BEGIN Exercise materials

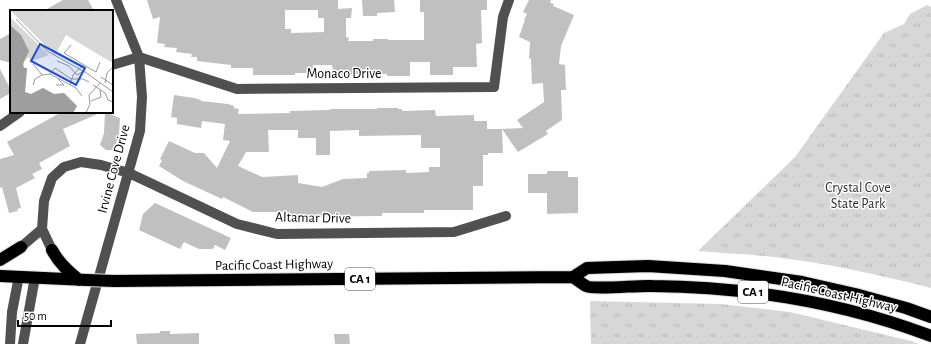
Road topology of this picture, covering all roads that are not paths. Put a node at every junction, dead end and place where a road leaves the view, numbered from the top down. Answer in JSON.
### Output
{"nodes":[{"id":1,"x":116,"y":0,"type":"edge"},
{"id":2,"x":509,"y":0,"type":"edge"},
{"id":3,"x":139,"y":56,"type":"junction"},
{"id":4,"x":113,"y":65,"type":"edge"},
{"id":5,"x":19,"y":113,"type":"edge"},
{"id":6,"x":0,"y":126,"type":"edge"},
{"id":7,"x":129,"y":173,"type":"junction"},
{"id":8,"x":506,"y":216,"type":"dead end"},
{"id":9,"x":42,"y":229,"type":"junction"},
{"id":10,"x":21,"y":247,"type":"joint"},
{"id":11,"x":52,"y":250,"type":"joint"},
{"id":12,"x":0,"y":260,"type":"edge"},
{"id":13,"x":0,"y":276,"type":"edge"},
{"id":14,"x":19,"y":276,"type":"junction"},
{"id":15,"x":35,"y":277,"type":"junction"},
{"id":16,"x":573,"y":277,"type":"junction"},
{"id":17,"x":83,"y":280,"type":"junction"},
{"id":18,"x":931,"y":317,"type":"edge"},
{"id":19,"x":931,"y":336,"type":"edge"},
{"id":20,"x":10,"y":344,"type":"edge"},
{"id":21,"x":23,"y":344,"type":"edge"},
{"id":22,"x":80,"y":344,"type":"edge"}],
"edges":[{"from":1,"to":3,"type":"street","name":"Irvine Cove Drive"},
{"from":2,"to":3,"type":"street","name":"Monaco Drive"},
{"from":3,"to":4,"type":"street"},
{"from":3,"to":7,"type":"street","name":"Irvine Cove Drive"},
{"from":5,"to":6,"type":"street"},
{"from":7,"to":8,"type":"street","name":"Altamar Drive"},
{"from":7,"to":9,"type":"street","name":"Altamar Drive"},
{"from":7,"to":22,"type":"street","name":"Irvine Cove Drive"},
{"from":9,"to":10,"type":"street"},
{"from":9,"to":11,"type":"street"},
{"from":10,"to":12,"type":"highway"},
{"from":11,"to":17,"type":"highway"},
{"from":13,"to":14,"type":"highway","name":"Pacific Coast Highway","number":"CA 1"},
{"from":14,"to":15,"type":"highway","name":"Pacific Coast Highway","number":"CA 1"},
{"from":14,"to":20,"type":"street"},
{"from":15,"to":17,"type":"highway","name":"Pacific Coast Highway","number":"CA 1"},
{"from":15,"to":21,"type":"street"},
{"from":16,"to":17,"type":"highway","name":"Pacific Coast Highway","number":"CA 1","bridge":true},
{"from":16,"to":18,"type":"highway","name":"Pacific Coast Highway","number":"CA 1"},
{"from":16,"to":19,"type":"highway","name":"Pacific Coast Highway","number":"CA 1"}]}
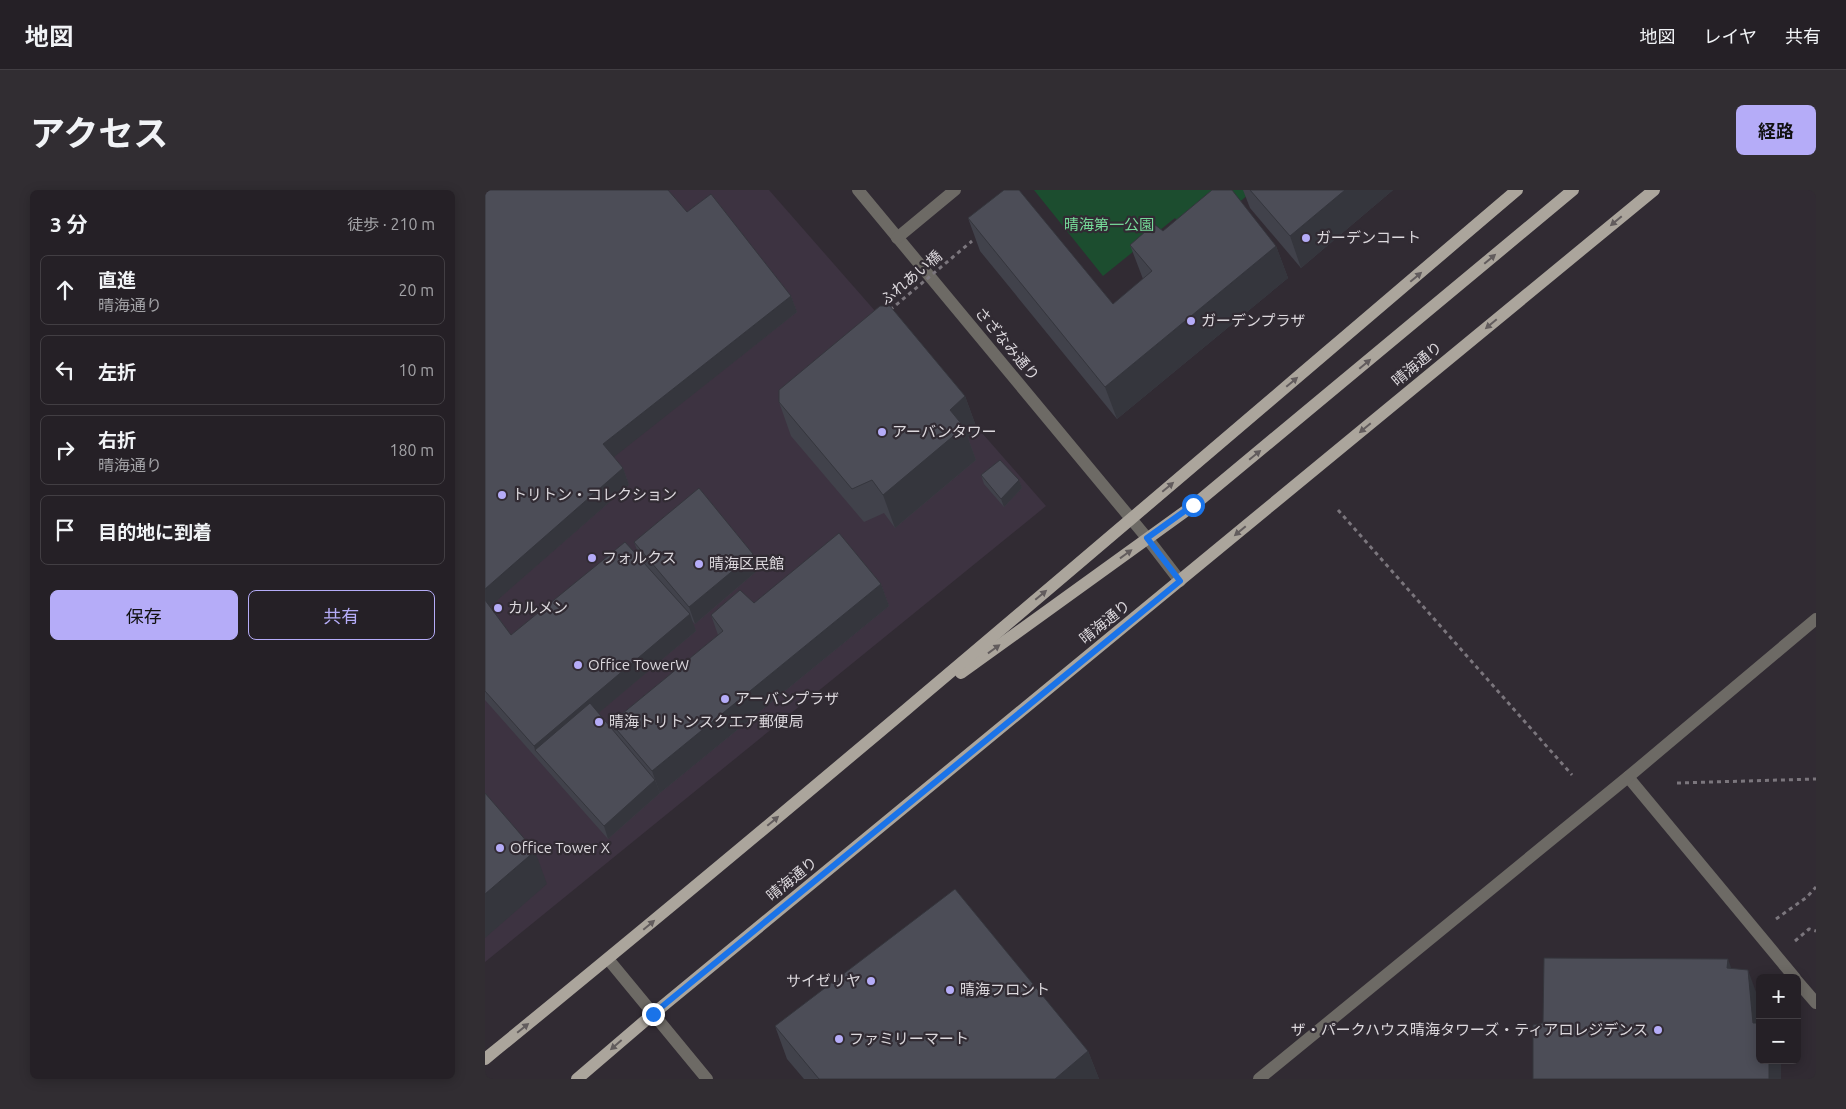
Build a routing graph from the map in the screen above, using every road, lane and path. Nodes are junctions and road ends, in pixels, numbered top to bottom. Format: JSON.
{"nodes":[{"id":1,"x":858,"y":190,"type":"edge"},
{"id":2,"x":955,"y":190,"type":"edge"},
{"id":3,"x":1517,"y":190,"type":"edge"},
{"id":4,"x":1573,"y":190,"type":"edge"},
{"id":5,"x":1654,"y":190,"type":"edge"},
{"id":6,"x":897,"y":238,"type":"junction"},
{"id":7,"x":972,"y":241,"type":"edge"},
{"id":8,"x":886,"y":313,"type":"edge"},
{"id":9,"x":1338,"y":510,"type":"dead end"},
{"id":10,"x":1131,"y":519,"type":"junction"},
{"id":11,"x":1147,"y":538,"type":"junction"},
{"id":12,"x":1180,"y":581,"type":"junction"},
{"id":13,"x":1816,"y":619,"type":"edge"},
{"id":14,"x":884,"y":729,"type":"junction"},
{"id":15,"x":1572,"y":775,"type":"dead end"},
{"id":16,"x":1628,"y":777,"type":"junction"},
{"id":17,"x":1816,"y":779,"type":"edge"},
{"id":18,"x":1677,"y":782,"type":"dead end"},
{"id":19,"x":1816,"y":887,"type":"edge"},
{"id":20,"x":1776,"y":919,"type":"dead end"},
{"id":21,"x":1816,"y":931,"type":"edge"},
{"id":22,"x":1795,"y":941,"type":"dead end"},
{"id":23,"x":608,"y":959,"type":"junction"},
{"id":24,"x":1792,"y":974,"type":"edge"},
{"id":25,"x":1801,"y":985,"type":"edge"},
{"id":26,"x":1816,"y":1003,"type":"edge"},
{"id":27,"x":653,"y":1014,"type":"junction"},
{"id":28,"x":485,"y":1059,"type":"edge"},
{"id":29,"x":577,"y":1079,"type":"edge"},
{"id":30,"x":707,"y":1079,"type":"edge"},
{"id":31,"x":1259,"y":1079,"type":"edge"}],
"edges":[{"from":1,"to":6,"type":"street","name":"さざなみ通り"},
{"from":2,"to":6,"type":"street"},
{"from":10,"to":3,"type":"main road","one_way":true},
{"from":11,"to":4,"type":"main road","one_way":true},
{"from":5,"to":12,"type":"main road","name":"晴海通り","one_way":true},
{"from":6,"to":10,"type":"street","name":"さざなみ通り"},
{"from":7,"to":8,"type":"path","name":"ふれあい橋","bridge":true},
{"from":9,"to":15,"type":"path"},
{"from":10,"to":11,"type":"street","name":"さざなみ通り"},
{"from":14,"to":10,"type":"main road","one_way":true},
{"from":11,"to":12,"type":"street","name":"さざなみ通り"},
{"from":14,"to":11,"type":"main road","one_way":true},
{"from":12,"to":27,"type":"main road","name":"晴海通り"},
{"from":13,"to":16,"type":"street"},
{"from":23,"to":14,"type":"main road","one_way":true},
{"from":16,"to":24,"type":"street"},
{"from":16,"to":31,"type":"street"},
{"from":17,"to":18,"type":"path"},
{"from":19,"to":20,"type":"path"},
{"from":21,"to":22,"type":"path"},
{"from":23,"to":27,"type":"street"},
{"from":28,"to":23,"type":"main road","one_way":true},
{"from":25,"to":26,"type":"street"},
{"from":27,"to":29,"type":"main road","name":"晴海通り","one_way":true},
{"from":27,"to":30,"type":"street"}]}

END Exercise materials

Exercise brief → A line belongs in the answer if it contains the word "main"; please copy each such line from the material.

Task result →
{"from":10,"to":3,"type":"main road","one_way":true},
{"from":11,"to":4,"type":"main road","one_way":true},
{"from":5,"to":12,"type":"main road","name":"晴海通り","one_way":true},
{"from":14,"to":10,"type":"main road","one_way":true},
{"from":14,"to":11,"type":"main road","one_way":true},
{"from":12,"to":27,"type":"main road","name":"晴海通り"},
{"from":23,"to":14,"type":"main road","one_way":true},
{"from":28,"to":23,"type":"main road","one_way":true},
{"from":27,"to":29,"type":"main road","name":"晴海通り","one_way":true},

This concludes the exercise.